• Announces successful completion of sub-chronic and chronic toxicology studies for INF904, supporting long-term dosing in future clinical trials
• Multiple near-term catalysts anticipated with the potential to substantially de-risk the Company's pipeline addressing multiple sizable markets
• Interim analysis for vilobelimab Phase 3 trial in pyoderma gangrenosum (PG), to determine trial size adaptation or futility, remains on schedule with a recommendation expected to be announced at the end of May to early June
• Topline data for INF904 Phase 2a trial in chronic spontaneous urticaria (CSU) and hidradenitis suppurativa (HS) expected in summer 2025
• Cash, cash equivalents and marketable securities totaled €65.7 million on March 31, 2025, including proceeds from our underwritten public offering completed in February
• Company estimates it has sufficient funds for currently planned operations into 2027

JENA, Germany, May 07, 2025 (GLOBE NEWSWIRE) -- InflaRx N.V. (Nasdaq: IFRX), a biopharmaceutical company pioneering anti-inflammatory therapeutics by targeting the complement system, today announced its financial results for the three months ended March 31, 2025, and provided a business update.

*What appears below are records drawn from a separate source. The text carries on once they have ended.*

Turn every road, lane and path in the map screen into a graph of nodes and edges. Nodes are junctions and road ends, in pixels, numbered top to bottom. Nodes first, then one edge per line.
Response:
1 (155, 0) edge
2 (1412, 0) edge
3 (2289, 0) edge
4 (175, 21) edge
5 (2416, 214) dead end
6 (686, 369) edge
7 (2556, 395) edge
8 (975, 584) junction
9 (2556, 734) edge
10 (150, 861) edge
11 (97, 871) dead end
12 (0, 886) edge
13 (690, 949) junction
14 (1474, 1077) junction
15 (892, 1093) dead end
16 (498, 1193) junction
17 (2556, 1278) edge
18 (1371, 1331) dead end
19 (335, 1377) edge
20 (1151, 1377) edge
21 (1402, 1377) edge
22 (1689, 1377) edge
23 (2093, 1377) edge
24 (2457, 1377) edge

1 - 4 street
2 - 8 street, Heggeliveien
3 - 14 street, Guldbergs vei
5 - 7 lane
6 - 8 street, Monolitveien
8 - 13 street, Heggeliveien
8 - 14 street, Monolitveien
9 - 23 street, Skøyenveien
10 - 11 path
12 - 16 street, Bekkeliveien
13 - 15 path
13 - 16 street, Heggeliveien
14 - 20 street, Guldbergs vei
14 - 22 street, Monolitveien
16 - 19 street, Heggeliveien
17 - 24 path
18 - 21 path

Prof. Niels C. Riedemann, Chief Executive Officer and Founder of InflaRx , commented:“We are excited about the upcoming near-term milestones with our key programs, including the interim analysis for the Phase 3 trial with vilobelimab in pyoderma gangrenosum and topline Phase 2a data with INF904. These catalysts could significantly de-risk the Company's pipeline and unlock significant value, propelling InflaRx closer to our goal of bringing meaningful new therapeutic options to patients suffering from chronic inflammatory conditions.”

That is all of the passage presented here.